The J-cost of a unit frequency ratio is zero, meaning equal frequencies incur no recognition cost. Researchers working on the phi-ladder frequency bridge would cite this as the base case when establishing zero-cost resonances before stepping to the minimal-cost phi-harmonic. The proof is a one-line wrapper that unfolds frequencyRatioCost to Jcost and applies simp to reduce the expression at r=1.

Claim. Let $J(r) = ½(r + r^{-1}) - 1$ denote the J-cost of a positive ratio $r$. Then $J(1) = 0$.

background

The module sets up the φ-ladder frequency bridge for gap B closure.
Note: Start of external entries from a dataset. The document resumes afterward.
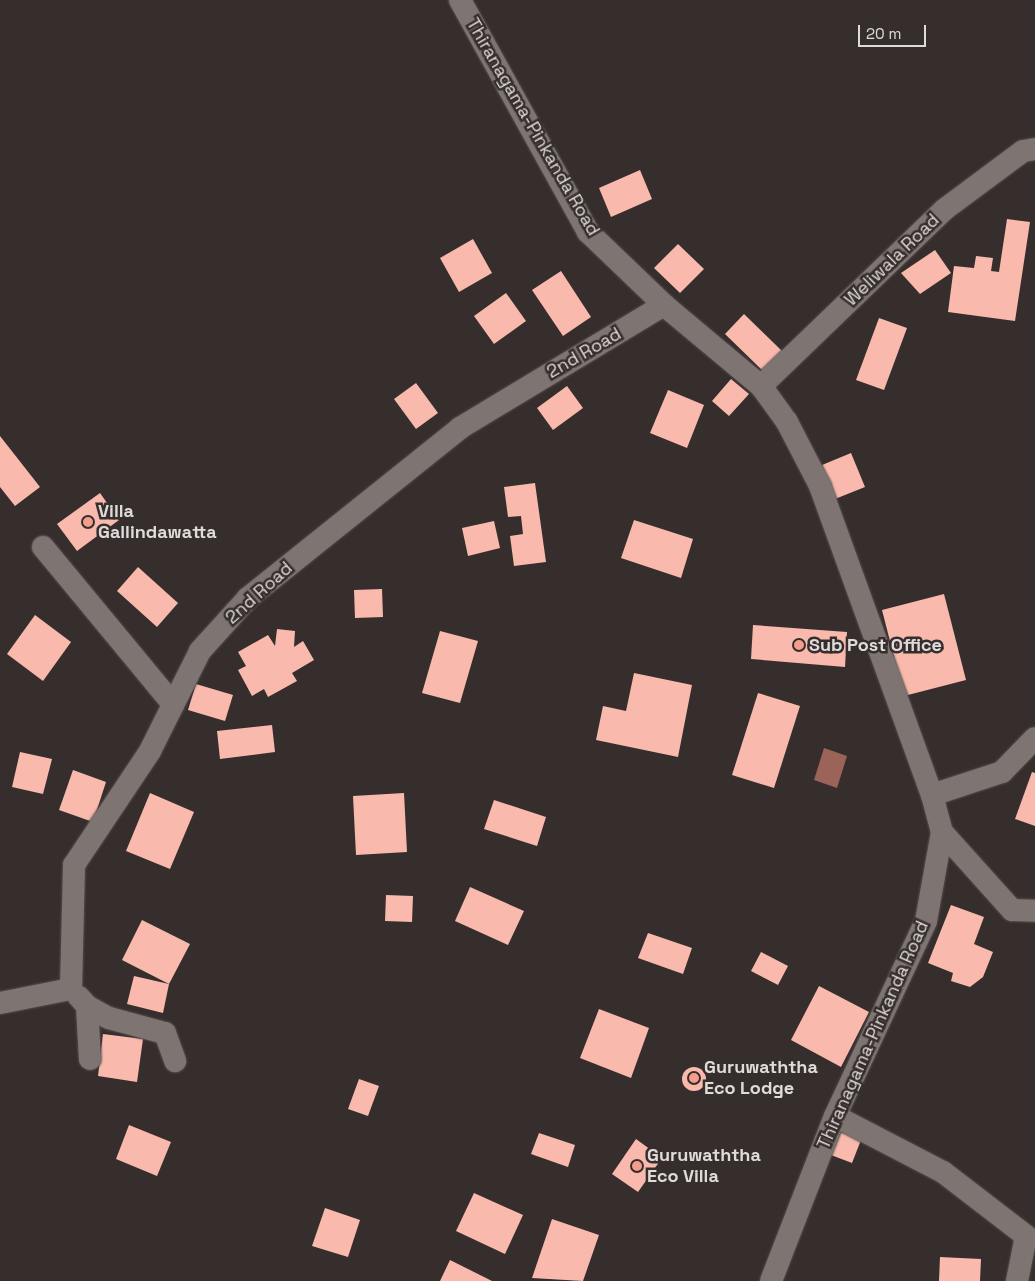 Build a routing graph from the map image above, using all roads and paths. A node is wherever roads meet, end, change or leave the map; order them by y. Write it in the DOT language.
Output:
graph roads {
  1 [pos="460,0"];
  2 [pos="1035,149"];
  3 [pos="664,305"];
  4 [pos="762,386"];
  5 [pos="43,547"];
  6 [pos="174,704"];
  7 [pos="1035,738"];
  8 [pos="932,795"];
  9 [pos="942,832"];
  10 [pos="1035,911"];
  11 [pos="71,989"];
  12 [pos="0,1003"];
  13 [pos="87,1006"];
  14 [pos="90,1058"];
  15 [pos="175,1061"];
  16 [pos="835,1116"];
  17 [pos="1031,1237"];
  18 [pos="771,1281"];
  19 [pos="1017,1281"];
  1 -- 3 [label="street, Thiranagama-Pinkanda Road"];
  2 -- 4 [label="street, Weliwala Road"];
  3 -- 4 [label="street, Thiranagama-Pinkanda Road"];
  3 -- 6 [label="street, 2nd Road"];
  4 -- 8 [label="street, Thiranagama-Pinkanda Road"];
  5 -- 6 [label="street"];
  6 -- 11 [label="street, 2nd Road"];
  7 -- 8 [label="street"];
  8 -- 9 [label="street, Thiranagama-Pinkanda Road"];
  9 -- 10 [label="street"];
  9 -- 16 [label="street, Thiranagama-Pinkanda Road"];
  11 -- 12 [label="street"];
  11 -- 13 [label="street"];
  13 -- 14 [label="street"];
  13 -- 15 [label="street"];
  16 -- 17 [label="street"];
  16 -- 18 [label="street, Thiranagama-Pinkanda Road"];
  17 -- 19 [label="street"];
} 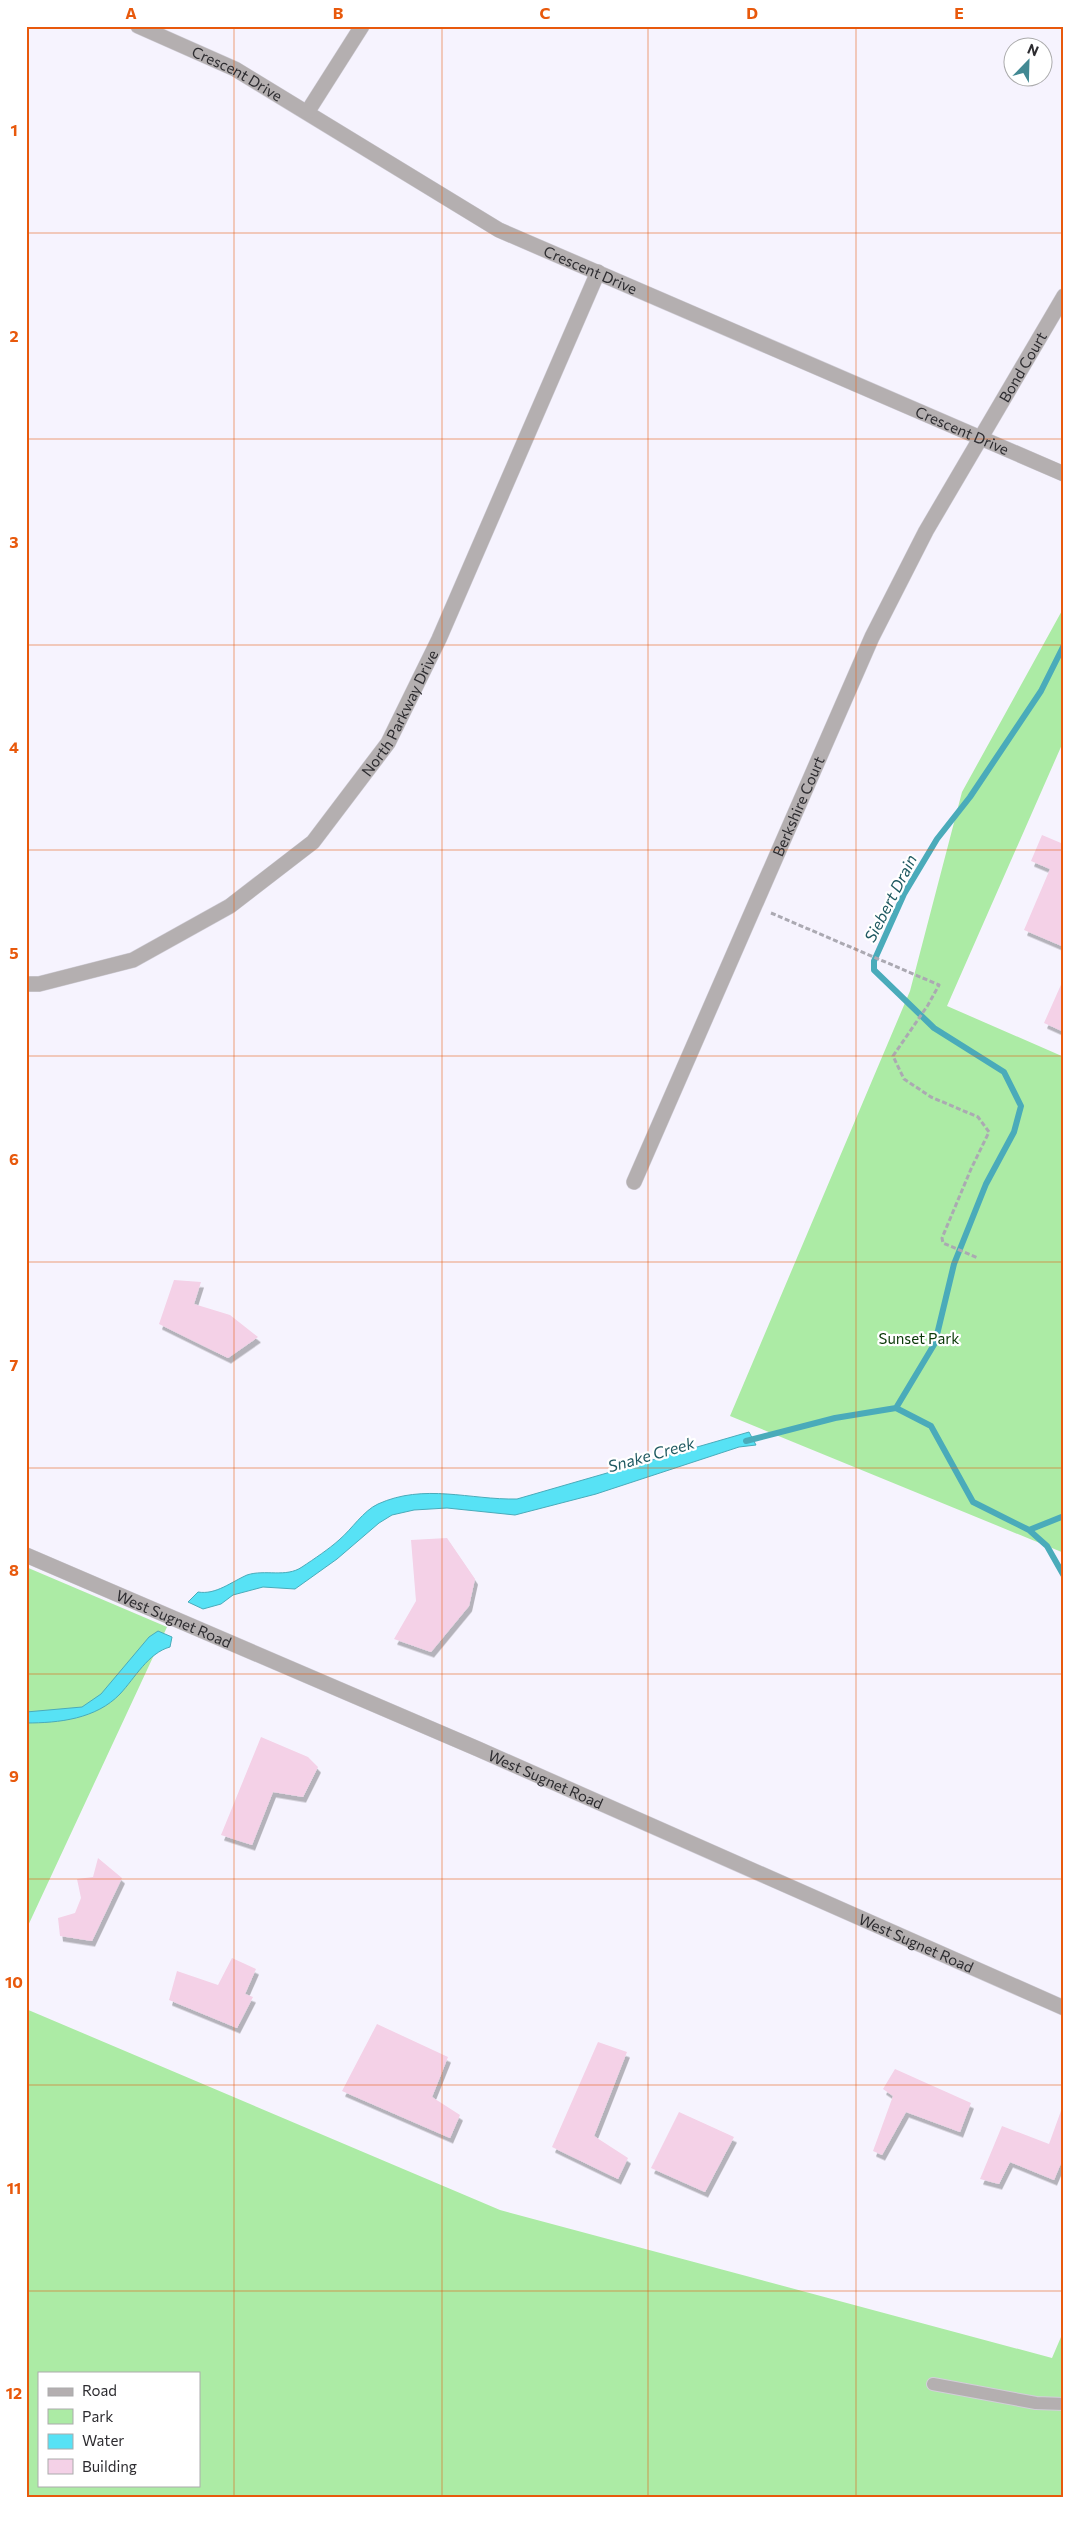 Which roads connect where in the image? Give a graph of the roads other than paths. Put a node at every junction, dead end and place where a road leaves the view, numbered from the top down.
1 (138, 26) edge
2 (362, 26) edge
3 (308, 111) junction
4 (598, 272) junction
5 (1064, 296) edge
6 (980, 438) junction
7 (1064, 474) edge
8 (26, 984) edge
9 (634, 1182) dead end
10 (26, 1555) edge
11 (1064, 2008) edge
12 (933, 2384) dead end
13 (1064, 2404) edge

1 - 3 street, Crescent Drive
2 - 3 street
3 - 4 street, Crescent Drive
4 - 6 street, Crescent Drive
4 - 8 street, North Parkway Drive
5 - 6 street, Bond Court
6 - 7 street, Crescent Drive
6 - 9 street, Berkshire Court
10 - 11 street, West Sugnet Road
12 - 13 lane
The J-cost is defined by J(r) = ½(r + r⁻¹) − 1, which evaluates the cost of any positive ratio r; the golden ratio φ is the unique positive fixed point of the self-similar recursion r = 1 + 1/r. frequencyRatioCost is the sibling definition frequencyRatioCost(r) := Jcost r, where Jcost is the cost induced by a multiplicative recognizer on positive ratios. Upstream results establish that the cost of any recognition event is its J-cost and that this cost is non-negative.

proof idea

The proof is a one-line wrapper: it unfolds frequencyRatioCost to Jcost and applies simp, which reduces J(1) directly to zero by the algebraic definition of J.

why it matters

This base fact anchors the zero-cost point on the phi-ladder before the minimal-cost non-trivial ratio φ is identified. It supports the module's claim that the first φ-harmonic is the minimal-cost resonance above a given frequency, feeding the step that defines f_phi_rung1 in BodyCosmosResonance. In the Recognition framework it supplies the unit case for T5 J-uniqueness and the non-negativity of costs used in the eight-tick octave and D=3 spatial structure.